*** DATASET ENTRIES ***
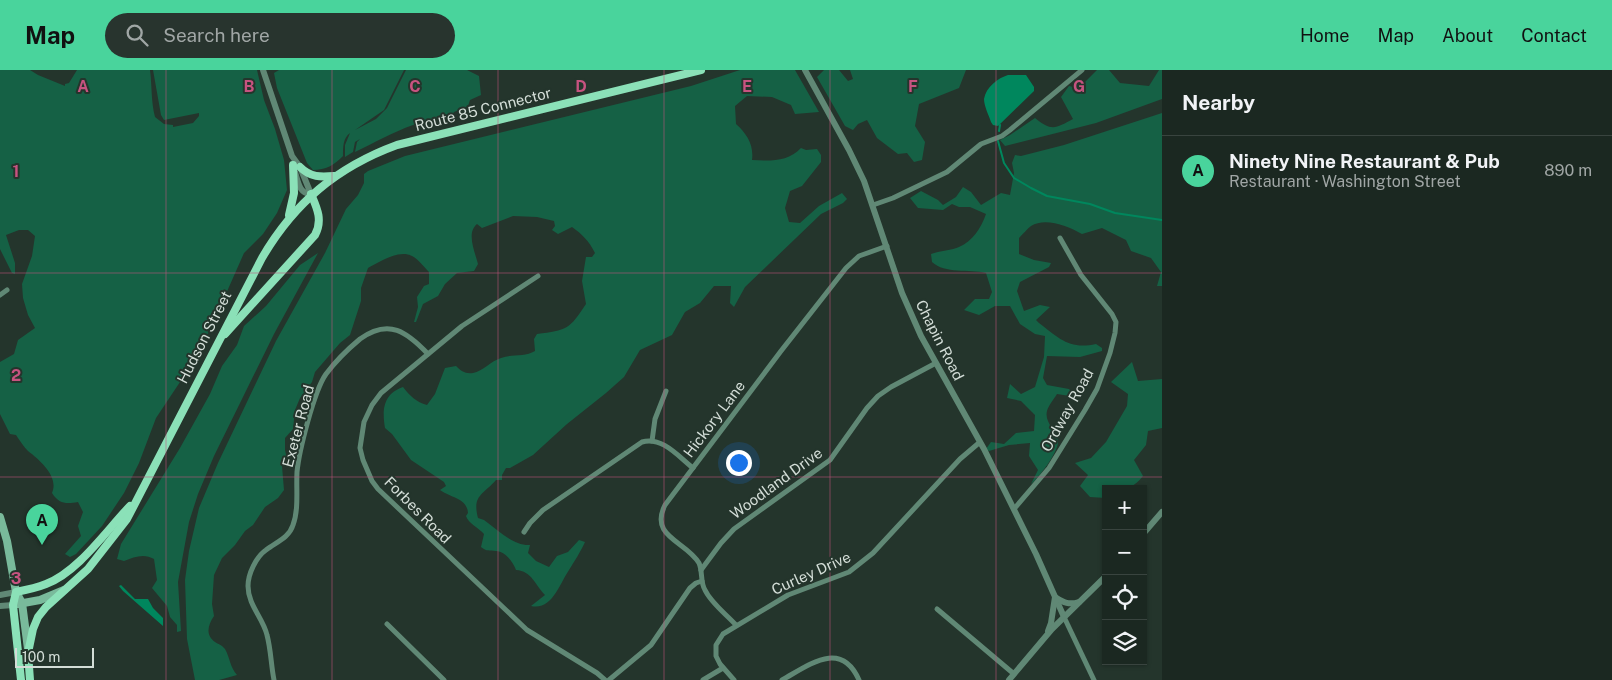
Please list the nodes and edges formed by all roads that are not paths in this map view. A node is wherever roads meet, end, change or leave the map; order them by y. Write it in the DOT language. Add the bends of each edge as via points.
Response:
*** End of DATASET ENTRIES ***
*** DATASET ENTRIES ***
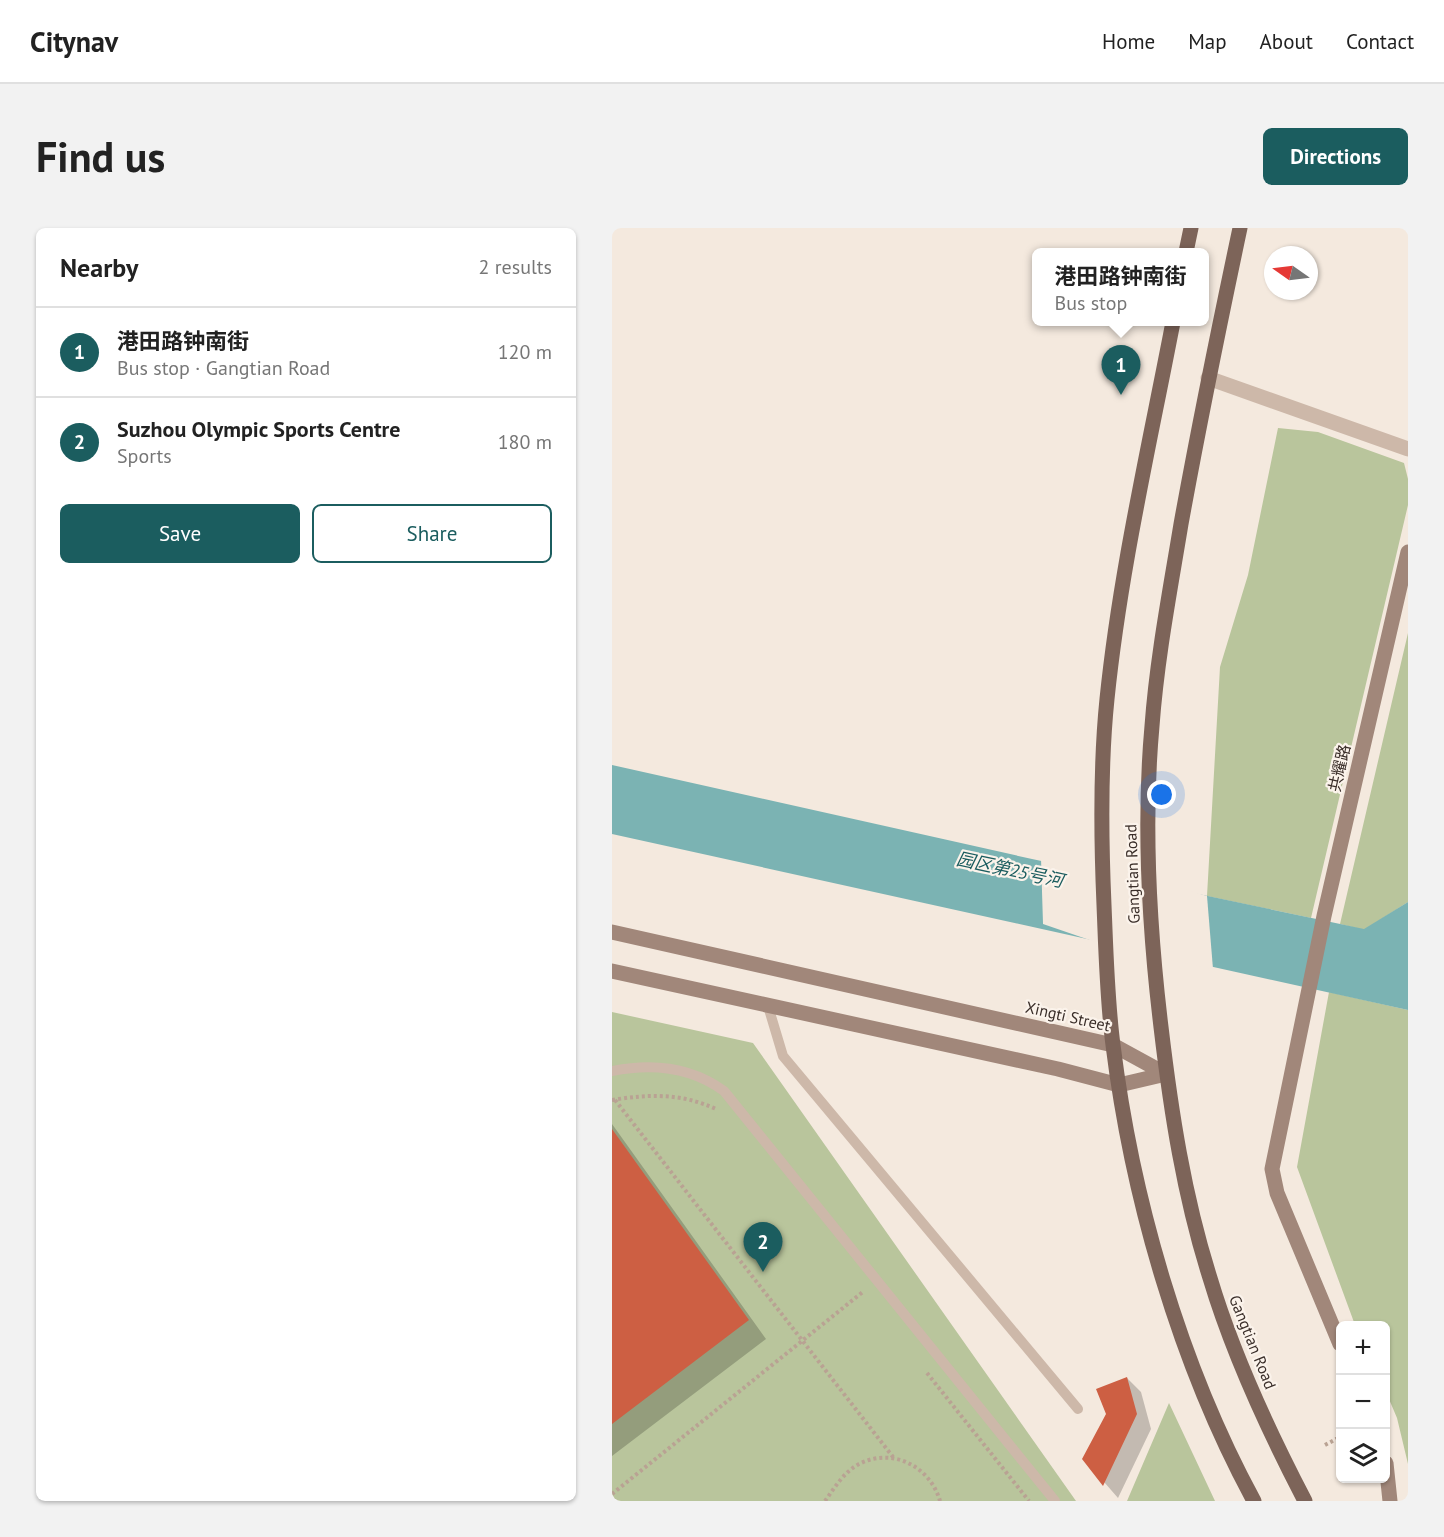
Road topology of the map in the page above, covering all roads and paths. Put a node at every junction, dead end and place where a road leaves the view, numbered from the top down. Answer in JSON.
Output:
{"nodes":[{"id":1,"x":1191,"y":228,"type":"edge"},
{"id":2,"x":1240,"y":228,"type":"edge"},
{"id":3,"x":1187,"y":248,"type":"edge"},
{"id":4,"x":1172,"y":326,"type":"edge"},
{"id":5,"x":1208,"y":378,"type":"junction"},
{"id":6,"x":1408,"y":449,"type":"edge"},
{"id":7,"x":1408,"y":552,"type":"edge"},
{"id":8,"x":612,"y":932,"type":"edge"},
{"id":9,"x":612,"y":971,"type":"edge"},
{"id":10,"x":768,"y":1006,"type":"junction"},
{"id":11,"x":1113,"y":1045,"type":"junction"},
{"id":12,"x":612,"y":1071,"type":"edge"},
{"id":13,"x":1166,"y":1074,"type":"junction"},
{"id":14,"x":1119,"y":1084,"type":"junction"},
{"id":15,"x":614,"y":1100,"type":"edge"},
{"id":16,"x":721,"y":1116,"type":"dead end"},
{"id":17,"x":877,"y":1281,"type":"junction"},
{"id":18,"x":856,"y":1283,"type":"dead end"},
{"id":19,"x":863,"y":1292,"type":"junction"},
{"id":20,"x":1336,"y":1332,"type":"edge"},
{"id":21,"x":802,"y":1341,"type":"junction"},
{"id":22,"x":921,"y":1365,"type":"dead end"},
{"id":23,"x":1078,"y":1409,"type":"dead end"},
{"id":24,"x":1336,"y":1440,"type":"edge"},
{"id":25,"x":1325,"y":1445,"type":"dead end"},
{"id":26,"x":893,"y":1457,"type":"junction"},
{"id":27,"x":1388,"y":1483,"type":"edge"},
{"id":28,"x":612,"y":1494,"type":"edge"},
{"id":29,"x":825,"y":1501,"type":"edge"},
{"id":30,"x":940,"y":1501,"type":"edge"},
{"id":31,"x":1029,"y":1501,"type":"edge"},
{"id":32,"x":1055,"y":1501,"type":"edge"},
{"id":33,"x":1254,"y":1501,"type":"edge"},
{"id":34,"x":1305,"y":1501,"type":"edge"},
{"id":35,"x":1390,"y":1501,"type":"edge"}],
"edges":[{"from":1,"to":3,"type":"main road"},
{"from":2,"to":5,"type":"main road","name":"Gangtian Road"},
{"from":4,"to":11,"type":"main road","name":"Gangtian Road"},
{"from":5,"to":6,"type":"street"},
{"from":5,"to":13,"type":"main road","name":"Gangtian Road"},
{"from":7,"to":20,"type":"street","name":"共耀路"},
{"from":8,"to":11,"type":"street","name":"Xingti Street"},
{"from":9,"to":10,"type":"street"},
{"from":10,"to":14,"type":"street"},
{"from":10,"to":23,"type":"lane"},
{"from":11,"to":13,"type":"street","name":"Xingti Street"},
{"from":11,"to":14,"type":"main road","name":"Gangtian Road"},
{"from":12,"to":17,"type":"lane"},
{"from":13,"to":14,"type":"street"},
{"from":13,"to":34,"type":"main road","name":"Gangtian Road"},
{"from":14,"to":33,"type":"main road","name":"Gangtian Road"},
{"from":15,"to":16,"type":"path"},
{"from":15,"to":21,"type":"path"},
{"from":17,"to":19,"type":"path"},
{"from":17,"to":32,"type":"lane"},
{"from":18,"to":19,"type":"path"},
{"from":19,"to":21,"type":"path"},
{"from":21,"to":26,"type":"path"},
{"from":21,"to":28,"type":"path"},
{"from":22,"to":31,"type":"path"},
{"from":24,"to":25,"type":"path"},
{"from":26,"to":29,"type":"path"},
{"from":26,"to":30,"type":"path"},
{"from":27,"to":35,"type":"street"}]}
*** End of DATASET ENTRIES ***
TASK GOAL: Return each line of the listing that holds the word "roads".

REPLY TO THE EXERCISE:
Please list the nodes and edges formed by all roads that are not paths in this map view. A node is wherever roads meet, end, change or leave the map; order them by y. Write it in the DOT language. Add the bends of each edge as via points.
Road topology of the map in the page above, covering all roads and paths. Put a node at every junction, dead end and place where a road leaves the view, numbered from the top down. Answer in JSON.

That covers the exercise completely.